Narok County under Senate scrutiny over park fee system

News · Tania Wanjiku · February 12, 2026
Narok County under Senate scrutiny over park fee system
Wildebeest thunder down the dusty banks of the Mara River during the Great Migration. PHOTO/Maasaimara.ke
In Summary

During a Senate County Public Accounts Committee session on Tuesday, chaired by Homa Bay Senator Moses Kajwang, it emerged that the county administration cannot access the back-end of the revenue platform run by Kenya Airports Parking Services (KAPS) Limited.

Narok County’s ability to oversee one of its largest revenue sources—the Maasai Mara entry fees—has come under intense scrutiny after revelations that the county lacks full control over the private system managing the funds.

During a Senate County Public Accounts Committee session on Tuesday, chaired by Homa Bay Senator Moses Kajwang, it emerged that the county administration cannot access the back-end of the revenue platform run by Kenya Airports Parking Services (KAPS) Limited.

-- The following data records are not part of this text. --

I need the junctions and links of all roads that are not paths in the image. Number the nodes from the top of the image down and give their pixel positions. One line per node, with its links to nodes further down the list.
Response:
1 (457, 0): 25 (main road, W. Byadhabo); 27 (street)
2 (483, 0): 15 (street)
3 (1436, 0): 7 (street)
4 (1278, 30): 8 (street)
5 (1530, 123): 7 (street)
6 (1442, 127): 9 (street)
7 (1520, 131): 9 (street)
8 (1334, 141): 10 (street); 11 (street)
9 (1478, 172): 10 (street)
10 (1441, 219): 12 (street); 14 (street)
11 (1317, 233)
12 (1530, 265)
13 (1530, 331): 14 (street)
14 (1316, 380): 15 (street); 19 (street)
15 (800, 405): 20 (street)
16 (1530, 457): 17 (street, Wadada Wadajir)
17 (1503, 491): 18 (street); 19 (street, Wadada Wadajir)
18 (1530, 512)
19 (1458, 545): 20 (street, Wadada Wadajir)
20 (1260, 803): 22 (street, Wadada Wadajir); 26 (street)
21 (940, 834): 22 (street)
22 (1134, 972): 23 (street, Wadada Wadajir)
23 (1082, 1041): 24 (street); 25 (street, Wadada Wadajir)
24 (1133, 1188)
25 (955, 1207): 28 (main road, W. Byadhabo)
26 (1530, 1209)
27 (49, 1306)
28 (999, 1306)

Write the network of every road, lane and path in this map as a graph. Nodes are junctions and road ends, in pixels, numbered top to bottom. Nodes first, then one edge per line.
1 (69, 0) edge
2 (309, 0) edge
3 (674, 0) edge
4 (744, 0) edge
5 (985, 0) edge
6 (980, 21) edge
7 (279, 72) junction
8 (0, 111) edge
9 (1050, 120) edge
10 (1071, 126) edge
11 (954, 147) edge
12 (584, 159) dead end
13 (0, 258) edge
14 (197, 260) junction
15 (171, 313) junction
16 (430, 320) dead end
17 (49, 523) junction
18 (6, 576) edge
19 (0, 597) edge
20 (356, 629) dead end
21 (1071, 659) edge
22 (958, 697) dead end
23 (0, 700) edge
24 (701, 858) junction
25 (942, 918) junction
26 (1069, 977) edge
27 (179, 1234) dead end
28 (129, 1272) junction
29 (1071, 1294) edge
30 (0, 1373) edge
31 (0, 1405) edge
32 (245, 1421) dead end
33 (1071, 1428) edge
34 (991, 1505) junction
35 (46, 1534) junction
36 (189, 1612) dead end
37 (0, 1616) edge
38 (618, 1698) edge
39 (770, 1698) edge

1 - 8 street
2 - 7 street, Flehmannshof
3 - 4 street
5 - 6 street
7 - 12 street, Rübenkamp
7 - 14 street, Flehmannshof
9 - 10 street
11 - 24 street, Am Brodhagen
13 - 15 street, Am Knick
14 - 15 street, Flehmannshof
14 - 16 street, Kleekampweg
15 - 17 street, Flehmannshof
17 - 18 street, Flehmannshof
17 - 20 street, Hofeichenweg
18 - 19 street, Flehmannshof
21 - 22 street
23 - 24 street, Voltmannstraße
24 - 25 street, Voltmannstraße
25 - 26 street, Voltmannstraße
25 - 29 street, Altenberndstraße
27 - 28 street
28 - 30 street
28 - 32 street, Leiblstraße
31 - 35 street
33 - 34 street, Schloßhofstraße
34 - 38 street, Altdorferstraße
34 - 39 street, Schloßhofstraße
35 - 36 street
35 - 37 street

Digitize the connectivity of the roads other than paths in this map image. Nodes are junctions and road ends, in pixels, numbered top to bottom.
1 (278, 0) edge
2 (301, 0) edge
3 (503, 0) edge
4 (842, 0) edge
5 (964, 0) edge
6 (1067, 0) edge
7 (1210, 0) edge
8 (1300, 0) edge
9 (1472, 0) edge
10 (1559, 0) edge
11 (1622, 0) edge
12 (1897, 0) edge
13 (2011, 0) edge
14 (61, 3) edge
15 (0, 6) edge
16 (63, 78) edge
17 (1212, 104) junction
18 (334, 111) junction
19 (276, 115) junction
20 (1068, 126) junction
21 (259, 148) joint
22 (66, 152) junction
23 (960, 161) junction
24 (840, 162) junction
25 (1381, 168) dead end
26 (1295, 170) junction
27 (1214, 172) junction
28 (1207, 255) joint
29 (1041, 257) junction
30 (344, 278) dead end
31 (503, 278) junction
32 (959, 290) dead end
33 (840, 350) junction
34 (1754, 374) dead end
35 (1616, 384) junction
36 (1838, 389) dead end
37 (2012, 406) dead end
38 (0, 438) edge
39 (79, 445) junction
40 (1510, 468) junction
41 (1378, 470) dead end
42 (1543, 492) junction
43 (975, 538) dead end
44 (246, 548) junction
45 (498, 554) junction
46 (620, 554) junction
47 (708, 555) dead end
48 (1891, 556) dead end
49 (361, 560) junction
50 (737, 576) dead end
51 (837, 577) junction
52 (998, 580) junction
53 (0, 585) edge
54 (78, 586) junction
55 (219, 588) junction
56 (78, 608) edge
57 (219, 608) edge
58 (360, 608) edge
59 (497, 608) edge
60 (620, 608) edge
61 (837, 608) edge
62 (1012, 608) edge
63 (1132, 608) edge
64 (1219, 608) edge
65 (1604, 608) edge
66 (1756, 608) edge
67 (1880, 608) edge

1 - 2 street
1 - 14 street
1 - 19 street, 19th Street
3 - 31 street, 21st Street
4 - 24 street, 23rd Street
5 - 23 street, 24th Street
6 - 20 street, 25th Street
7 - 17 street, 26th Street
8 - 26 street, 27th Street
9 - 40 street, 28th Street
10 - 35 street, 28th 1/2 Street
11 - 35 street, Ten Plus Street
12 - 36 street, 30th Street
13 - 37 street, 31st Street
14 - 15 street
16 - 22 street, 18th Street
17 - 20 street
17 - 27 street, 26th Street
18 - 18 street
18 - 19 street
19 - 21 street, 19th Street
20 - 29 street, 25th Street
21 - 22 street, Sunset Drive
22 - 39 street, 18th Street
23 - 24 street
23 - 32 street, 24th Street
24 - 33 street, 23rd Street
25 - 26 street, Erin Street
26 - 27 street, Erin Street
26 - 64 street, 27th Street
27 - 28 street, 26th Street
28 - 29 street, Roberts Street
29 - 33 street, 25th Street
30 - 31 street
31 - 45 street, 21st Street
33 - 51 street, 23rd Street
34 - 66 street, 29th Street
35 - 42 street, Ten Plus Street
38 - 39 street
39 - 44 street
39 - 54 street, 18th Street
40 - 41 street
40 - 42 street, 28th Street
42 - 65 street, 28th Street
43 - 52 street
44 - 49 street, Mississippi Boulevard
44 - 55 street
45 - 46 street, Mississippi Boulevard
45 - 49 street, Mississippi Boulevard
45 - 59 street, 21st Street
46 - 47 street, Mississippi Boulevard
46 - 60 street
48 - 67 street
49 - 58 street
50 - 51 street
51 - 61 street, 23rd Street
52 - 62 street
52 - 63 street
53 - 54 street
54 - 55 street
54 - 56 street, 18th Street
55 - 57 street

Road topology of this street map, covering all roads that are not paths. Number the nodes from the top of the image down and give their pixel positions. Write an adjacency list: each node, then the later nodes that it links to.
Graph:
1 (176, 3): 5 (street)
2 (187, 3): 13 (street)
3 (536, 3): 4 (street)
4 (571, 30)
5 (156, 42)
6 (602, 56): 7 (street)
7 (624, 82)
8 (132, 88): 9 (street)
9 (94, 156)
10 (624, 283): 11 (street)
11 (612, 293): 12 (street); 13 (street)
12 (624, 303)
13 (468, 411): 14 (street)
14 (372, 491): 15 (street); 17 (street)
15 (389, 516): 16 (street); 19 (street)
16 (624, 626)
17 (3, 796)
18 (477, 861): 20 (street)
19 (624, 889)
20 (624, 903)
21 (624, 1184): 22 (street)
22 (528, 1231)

The firm, which has been contracted since 2014, collects millions of shillings in entry fees for the Maasai Mara National Reserve, a major source of county income.

Governor Patrick Ntutu explained that the contract contains strict clauses, making early termination nearly impossible.

Finance Executive David Muntet clarified the limits of county oversight: “Only some of our staff have visibility of the system, unlike JamboPay, which is managed entirely by our staff.” Unlike JamboPay, the county can only view the revenue collected and not the detailed transaction data.

An Auditor-General report by Nancy Gathungu raised concerns over continued cash transactions despite the automated system, as well as errors in fee collection. Some tourists were misclassified as non-residents even after presenting valid East African IDs at the park gates.

In the 2024/25 financial year, Narok generated Sh5.67 billion in own-source revenue, with 91 percent—Sh5.6 billion—coming from park fees alone.

Senator Kajwang described the lack of access as alarming, saying a forensic audit of KAPS is necessary and calling the current arrangement “skewed.” He questioned the reliability of the reported revenue: “What guarantee do we have that the reported revenue reflects actual collections? Without backend access, you cannot be certain.” Nairobi Senator Edwin Sifuna added that the county is effectively placing complete trust in the system.

Governor Ntutu defended the administration, noting that county clerks stationed at park entry points record all entries and daily reconciliations are conducted. The KAPS system allows payments via card, mobile money, bank transfer, and cash, enabling flexibility and verifiable real-time records.

The Auditor-General’s findings showed that Sh26 million and USD 608,550 were collected in cash during the review period, a method that increases the risk of theft and complicates audit verification. Senators also questioned declining revenues in other areas, which the county attributed to Trans Mara clashes and flooding.

Sifuna highlighted a drop in levies despite a Sh1.1 billion rise in park fees, challenging the county’s explanations.

Governor Ntutu pointed to the administration’s progress, noting that revenue has grown from Sh1.3 billion when he took office to Sh5.9 billion, with a target of Sh7 billion. “We continue to develop other revenue streams to reduce reliance on park and hospital fees,” he said.